WHAT IS NEEDED: For each line below that holds the string "دکتر", add one to a tally; report that tally alone.

Collected data:
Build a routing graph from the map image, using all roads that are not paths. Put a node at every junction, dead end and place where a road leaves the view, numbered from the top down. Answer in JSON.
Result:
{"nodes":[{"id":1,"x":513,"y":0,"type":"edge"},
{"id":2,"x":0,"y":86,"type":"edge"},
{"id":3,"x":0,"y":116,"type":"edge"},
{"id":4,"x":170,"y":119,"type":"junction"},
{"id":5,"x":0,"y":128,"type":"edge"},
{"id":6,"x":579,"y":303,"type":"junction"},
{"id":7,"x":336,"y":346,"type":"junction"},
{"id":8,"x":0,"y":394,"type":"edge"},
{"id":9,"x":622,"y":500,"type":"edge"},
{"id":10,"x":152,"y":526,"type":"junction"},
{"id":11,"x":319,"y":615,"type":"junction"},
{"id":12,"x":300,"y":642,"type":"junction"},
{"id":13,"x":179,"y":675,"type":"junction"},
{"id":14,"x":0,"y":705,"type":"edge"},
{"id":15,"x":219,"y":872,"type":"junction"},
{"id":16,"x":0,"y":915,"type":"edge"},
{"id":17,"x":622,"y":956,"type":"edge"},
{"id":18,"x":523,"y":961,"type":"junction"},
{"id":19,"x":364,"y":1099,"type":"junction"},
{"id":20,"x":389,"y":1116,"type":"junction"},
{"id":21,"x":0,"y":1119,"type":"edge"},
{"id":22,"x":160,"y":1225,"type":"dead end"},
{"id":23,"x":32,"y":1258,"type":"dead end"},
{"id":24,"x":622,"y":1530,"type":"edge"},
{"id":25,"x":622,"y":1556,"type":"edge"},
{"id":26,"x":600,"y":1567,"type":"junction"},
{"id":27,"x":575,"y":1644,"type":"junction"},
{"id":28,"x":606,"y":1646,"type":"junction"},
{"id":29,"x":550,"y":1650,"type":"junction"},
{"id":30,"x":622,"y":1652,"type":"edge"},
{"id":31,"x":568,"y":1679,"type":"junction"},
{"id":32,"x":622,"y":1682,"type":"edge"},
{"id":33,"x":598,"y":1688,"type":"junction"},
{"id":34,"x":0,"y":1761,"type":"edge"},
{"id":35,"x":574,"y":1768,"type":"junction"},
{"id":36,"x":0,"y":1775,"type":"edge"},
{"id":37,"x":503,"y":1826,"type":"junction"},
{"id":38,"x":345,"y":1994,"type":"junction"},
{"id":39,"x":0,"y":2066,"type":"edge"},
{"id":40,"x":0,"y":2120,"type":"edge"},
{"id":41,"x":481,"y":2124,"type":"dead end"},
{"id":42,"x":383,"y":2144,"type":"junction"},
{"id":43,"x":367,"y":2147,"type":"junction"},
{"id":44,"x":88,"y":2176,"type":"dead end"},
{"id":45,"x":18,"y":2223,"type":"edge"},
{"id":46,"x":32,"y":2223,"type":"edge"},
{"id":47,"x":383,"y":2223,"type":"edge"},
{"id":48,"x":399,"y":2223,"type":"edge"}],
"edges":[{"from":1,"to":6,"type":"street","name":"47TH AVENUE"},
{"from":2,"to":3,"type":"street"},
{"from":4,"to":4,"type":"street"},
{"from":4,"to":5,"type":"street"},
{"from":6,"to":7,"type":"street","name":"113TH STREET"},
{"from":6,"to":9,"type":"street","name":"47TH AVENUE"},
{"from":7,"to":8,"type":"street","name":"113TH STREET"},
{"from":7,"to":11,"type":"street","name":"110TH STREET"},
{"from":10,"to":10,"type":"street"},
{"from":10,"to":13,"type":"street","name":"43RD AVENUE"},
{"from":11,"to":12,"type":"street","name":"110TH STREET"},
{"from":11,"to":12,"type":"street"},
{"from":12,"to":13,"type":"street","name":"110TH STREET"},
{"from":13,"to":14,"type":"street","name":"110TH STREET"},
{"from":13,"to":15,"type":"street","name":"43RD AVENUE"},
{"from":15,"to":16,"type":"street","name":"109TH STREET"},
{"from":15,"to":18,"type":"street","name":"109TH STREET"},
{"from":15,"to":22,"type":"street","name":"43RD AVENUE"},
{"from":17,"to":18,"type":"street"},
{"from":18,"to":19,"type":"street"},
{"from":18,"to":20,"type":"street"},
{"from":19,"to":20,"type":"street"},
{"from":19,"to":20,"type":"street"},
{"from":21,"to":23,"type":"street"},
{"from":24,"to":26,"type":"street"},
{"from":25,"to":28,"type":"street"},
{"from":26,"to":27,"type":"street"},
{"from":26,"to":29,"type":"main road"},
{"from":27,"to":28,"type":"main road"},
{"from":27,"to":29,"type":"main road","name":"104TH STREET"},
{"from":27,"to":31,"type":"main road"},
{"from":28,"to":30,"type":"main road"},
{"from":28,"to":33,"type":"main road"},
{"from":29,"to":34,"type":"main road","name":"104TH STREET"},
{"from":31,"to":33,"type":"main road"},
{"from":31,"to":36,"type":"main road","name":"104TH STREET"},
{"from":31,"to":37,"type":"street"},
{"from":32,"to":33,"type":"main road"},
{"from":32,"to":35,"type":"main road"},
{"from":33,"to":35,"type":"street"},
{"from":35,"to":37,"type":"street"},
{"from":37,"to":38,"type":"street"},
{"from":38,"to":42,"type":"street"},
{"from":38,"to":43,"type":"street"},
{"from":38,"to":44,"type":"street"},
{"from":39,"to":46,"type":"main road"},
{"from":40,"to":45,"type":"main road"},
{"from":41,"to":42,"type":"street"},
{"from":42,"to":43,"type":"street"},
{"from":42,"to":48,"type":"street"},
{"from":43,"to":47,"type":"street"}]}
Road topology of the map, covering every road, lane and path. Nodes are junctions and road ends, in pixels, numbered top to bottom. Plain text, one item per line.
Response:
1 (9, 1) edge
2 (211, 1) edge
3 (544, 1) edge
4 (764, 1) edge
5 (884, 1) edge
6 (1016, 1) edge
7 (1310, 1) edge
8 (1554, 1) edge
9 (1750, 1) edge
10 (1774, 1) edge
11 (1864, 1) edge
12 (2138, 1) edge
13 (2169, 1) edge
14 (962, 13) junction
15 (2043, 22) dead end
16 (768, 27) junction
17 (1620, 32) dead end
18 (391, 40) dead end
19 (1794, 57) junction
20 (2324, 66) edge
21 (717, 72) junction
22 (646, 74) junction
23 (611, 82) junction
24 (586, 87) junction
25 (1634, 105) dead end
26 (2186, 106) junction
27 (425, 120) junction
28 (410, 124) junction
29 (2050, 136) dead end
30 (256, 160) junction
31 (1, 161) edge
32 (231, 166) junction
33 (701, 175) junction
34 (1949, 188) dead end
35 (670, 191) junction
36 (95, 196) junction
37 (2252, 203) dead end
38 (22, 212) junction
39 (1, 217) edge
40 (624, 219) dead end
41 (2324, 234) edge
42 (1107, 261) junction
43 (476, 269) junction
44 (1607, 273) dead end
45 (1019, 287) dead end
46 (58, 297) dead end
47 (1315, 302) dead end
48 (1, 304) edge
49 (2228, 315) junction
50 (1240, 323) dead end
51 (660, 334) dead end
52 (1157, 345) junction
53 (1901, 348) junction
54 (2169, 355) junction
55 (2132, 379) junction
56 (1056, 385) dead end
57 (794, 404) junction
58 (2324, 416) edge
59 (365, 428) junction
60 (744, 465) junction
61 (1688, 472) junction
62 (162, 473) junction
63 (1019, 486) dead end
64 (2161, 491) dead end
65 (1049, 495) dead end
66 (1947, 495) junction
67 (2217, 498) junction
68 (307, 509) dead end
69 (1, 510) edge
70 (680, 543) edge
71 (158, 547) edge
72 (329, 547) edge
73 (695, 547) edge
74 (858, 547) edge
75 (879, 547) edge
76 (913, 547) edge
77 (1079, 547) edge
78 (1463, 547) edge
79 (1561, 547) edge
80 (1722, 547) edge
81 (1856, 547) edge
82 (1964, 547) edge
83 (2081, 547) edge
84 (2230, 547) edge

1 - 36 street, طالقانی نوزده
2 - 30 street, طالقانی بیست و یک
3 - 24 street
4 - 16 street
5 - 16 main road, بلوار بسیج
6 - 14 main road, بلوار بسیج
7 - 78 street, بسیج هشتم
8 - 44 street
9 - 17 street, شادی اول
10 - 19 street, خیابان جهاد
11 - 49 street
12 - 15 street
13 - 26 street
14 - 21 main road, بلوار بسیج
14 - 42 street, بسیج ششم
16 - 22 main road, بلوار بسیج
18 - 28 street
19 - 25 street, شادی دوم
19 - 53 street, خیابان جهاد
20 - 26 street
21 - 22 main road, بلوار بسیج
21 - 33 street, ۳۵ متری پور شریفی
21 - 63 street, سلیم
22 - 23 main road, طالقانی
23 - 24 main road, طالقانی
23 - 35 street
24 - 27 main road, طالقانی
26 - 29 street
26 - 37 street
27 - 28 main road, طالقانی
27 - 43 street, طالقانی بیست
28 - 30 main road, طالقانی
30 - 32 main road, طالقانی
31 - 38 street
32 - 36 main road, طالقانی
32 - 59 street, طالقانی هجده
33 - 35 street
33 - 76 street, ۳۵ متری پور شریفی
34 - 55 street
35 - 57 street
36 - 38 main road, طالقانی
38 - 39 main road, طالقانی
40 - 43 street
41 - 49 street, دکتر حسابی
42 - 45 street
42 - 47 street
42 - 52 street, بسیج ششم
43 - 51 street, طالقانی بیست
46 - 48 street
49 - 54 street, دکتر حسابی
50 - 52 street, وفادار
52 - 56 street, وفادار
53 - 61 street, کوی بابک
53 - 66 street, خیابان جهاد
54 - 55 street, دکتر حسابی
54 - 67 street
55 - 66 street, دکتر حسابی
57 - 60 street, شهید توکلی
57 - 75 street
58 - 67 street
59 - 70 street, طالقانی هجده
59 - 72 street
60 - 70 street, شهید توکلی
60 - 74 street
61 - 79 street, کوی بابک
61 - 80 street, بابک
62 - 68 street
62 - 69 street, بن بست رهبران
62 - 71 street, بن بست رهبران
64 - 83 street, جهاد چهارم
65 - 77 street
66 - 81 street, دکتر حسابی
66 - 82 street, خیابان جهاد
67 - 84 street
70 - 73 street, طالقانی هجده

ANSWER TO THIS EXERCISE: 5